■ Activity:
Your reply should be only the number of lines in the records that contain the word "Viale".

*** Dataset records ***

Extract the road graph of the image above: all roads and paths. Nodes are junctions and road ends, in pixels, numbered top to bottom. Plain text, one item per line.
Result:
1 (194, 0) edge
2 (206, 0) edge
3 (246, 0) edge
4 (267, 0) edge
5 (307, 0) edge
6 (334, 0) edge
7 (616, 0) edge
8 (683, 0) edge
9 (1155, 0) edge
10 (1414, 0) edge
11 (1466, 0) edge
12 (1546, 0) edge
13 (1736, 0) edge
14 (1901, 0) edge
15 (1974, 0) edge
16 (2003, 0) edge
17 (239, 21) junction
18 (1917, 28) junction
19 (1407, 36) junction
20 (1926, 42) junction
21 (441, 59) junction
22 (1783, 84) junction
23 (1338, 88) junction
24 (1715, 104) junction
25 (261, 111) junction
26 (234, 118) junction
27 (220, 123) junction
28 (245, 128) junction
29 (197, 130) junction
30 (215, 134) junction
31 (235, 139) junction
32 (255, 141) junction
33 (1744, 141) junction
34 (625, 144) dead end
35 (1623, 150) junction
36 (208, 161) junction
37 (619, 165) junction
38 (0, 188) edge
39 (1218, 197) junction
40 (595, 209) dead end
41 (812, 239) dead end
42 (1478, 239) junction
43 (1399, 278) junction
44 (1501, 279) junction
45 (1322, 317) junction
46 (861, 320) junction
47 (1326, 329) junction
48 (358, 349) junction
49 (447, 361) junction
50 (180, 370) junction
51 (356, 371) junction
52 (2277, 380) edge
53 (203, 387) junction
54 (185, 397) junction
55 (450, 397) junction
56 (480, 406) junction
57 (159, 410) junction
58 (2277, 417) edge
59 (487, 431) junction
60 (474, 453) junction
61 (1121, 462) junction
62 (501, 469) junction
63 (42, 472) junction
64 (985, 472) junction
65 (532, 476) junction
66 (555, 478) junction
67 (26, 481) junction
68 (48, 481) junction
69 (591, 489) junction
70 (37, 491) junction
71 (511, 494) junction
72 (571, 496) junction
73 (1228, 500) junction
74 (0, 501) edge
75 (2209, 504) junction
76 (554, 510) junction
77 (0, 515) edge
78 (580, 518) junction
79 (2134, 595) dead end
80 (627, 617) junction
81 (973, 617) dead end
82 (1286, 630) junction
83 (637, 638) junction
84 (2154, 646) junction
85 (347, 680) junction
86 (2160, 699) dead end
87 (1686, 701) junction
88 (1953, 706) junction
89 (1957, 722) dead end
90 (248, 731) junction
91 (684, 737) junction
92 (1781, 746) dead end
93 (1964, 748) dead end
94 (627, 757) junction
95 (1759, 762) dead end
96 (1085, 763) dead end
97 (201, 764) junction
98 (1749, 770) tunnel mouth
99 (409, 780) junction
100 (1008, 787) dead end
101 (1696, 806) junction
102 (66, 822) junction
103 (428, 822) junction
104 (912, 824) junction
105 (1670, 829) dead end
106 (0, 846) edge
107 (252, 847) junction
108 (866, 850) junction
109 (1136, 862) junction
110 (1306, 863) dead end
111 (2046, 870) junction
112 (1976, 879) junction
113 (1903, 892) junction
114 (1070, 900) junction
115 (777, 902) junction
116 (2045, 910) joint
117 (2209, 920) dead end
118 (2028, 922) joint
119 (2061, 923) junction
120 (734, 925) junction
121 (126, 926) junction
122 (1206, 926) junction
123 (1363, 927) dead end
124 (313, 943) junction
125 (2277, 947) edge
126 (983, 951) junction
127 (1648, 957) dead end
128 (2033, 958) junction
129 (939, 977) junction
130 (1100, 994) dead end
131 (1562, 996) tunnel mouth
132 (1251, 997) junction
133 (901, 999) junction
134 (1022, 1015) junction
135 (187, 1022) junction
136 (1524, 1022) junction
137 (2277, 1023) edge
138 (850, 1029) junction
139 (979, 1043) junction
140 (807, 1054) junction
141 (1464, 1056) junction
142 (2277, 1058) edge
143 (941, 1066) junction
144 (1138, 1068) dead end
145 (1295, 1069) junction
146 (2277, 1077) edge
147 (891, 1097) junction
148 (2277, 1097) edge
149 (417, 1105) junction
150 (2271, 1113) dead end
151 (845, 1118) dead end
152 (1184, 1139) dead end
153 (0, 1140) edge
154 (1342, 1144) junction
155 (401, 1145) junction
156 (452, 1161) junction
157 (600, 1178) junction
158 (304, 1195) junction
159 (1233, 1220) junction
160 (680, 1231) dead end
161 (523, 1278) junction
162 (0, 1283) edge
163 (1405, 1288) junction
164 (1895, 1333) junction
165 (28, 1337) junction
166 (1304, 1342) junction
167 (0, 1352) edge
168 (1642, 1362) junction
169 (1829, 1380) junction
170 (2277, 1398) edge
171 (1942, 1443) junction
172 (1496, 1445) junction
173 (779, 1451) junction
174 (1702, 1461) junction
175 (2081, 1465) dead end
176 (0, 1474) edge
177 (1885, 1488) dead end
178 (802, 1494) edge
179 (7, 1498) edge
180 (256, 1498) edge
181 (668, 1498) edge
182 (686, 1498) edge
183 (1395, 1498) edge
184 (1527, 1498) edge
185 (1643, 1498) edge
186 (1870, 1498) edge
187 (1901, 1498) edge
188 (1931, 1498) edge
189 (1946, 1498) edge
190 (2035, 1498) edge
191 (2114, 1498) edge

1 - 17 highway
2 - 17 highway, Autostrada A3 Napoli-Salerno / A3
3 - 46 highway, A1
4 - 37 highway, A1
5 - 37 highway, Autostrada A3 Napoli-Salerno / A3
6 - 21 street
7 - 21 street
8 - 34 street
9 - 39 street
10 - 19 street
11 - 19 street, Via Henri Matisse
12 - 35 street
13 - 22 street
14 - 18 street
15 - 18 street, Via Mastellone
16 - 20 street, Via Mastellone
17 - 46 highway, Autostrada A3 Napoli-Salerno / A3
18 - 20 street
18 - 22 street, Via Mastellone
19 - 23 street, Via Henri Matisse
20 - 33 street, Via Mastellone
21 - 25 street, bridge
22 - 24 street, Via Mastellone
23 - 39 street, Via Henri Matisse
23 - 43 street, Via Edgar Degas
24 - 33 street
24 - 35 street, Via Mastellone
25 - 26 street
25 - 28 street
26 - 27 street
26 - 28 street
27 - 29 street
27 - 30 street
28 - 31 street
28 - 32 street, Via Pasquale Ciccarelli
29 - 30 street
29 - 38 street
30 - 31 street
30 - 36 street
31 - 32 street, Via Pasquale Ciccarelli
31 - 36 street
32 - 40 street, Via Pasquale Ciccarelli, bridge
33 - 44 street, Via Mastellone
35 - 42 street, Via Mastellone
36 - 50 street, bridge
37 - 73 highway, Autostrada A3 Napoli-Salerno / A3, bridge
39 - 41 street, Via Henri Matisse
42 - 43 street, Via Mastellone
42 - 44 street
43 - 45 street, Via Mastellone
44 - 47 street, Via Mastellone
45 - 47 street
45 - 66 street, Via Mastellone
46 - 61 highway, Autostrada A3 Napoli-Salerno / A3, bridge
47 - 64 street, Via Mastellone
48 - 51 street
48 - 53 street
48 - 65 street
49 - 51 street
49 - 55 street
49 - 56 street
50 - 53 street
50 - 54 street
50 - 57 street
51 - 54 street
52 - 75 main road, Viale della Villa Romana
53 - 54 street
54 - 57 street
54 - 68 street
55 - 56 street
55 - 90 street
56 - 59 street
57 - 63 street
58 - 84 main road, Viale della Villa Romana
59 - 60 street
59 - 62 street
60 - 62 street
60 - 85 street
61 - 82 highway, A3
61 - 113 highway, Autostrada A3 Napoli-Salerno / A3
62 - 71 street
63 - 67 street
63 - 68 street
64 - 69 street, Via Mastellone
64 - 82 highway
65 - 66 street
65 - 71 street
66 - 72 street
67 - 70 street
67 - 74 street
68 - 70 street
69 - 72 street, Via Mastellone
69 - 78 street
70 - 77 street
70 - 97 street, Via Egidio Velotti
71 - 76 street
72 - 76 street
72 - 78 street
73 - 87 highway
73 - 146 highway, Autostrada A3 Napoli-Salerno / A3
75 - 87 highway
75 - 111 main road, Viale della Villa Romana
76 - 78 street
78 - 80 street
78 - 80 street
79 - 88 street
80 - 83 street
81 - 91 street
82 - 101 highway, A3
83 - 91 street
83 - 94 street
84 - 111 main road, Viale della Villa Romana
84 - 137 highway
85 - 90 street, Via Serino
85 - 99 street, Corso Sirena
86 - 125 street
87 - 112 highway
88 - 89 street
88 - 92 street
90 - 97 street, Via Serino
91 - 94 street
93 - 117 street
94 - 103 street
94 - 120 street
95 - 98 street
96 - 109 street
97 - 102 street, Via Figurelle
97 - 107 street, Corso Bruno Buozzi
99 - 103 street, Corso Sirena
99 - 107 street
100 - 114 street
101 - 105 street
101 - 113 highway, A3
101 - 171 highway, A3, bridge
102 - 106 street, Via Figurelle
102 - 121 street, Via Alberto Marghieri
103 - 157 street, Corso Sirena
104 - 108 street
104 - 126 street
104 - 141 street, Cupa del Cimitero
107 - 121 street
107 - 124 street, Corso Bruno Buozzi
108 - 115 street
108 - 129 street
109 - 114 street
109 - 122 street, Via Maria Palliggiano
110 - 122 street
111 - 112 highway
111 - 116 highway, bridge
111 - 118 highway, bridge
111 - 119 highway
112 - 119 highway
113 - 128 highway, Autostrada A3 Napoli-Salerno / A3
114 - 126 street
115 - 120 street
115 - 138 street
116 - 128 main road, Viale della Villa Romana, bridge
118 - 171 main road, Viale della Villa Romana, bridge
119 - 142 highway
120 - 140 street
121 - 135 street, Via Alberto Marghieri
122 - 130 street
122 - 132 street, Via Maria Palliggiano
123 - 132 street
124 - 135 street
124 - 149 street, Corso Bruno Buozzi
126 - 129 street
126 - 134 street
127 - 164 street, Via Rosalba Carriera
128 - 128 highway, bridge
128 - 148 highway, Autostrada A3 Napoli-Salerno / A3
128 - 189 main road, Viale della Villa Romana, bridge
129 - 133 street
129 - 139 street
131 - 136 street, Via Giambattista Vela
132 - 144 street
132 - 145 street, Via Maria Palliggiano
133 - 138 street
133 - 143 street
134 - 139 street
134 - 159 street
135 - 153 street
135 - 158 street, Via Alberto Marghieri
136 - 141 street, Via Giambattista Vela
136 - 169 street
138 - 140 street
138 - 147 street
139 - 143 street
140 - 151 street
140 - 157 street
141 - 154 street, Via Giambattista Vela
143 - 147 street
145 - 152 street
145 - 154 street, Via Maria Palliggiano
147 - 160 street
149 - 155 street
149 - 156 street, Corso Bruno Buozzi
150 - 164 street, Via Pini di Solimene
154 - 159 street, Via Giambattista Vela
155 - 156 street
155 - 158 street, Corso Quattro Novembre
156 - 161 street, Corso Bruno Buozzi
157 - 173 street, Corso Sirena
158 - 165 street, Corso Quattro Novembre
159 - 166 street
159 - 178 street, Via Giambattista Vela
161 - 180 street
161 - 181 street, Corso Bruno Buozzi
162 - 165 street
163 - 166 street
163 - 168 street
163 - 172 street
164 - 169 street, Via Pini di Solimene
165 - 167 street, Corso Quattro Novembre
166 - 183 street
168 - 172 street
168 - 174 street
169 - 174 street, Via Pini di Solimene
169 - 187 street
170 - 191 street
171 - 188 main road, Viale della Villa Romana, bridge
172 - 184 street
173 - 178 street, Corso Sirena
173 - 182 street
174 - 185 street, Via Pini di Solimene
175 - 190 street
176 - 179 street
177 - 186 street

*** End of Dataset records ***

■ Result of this task:
8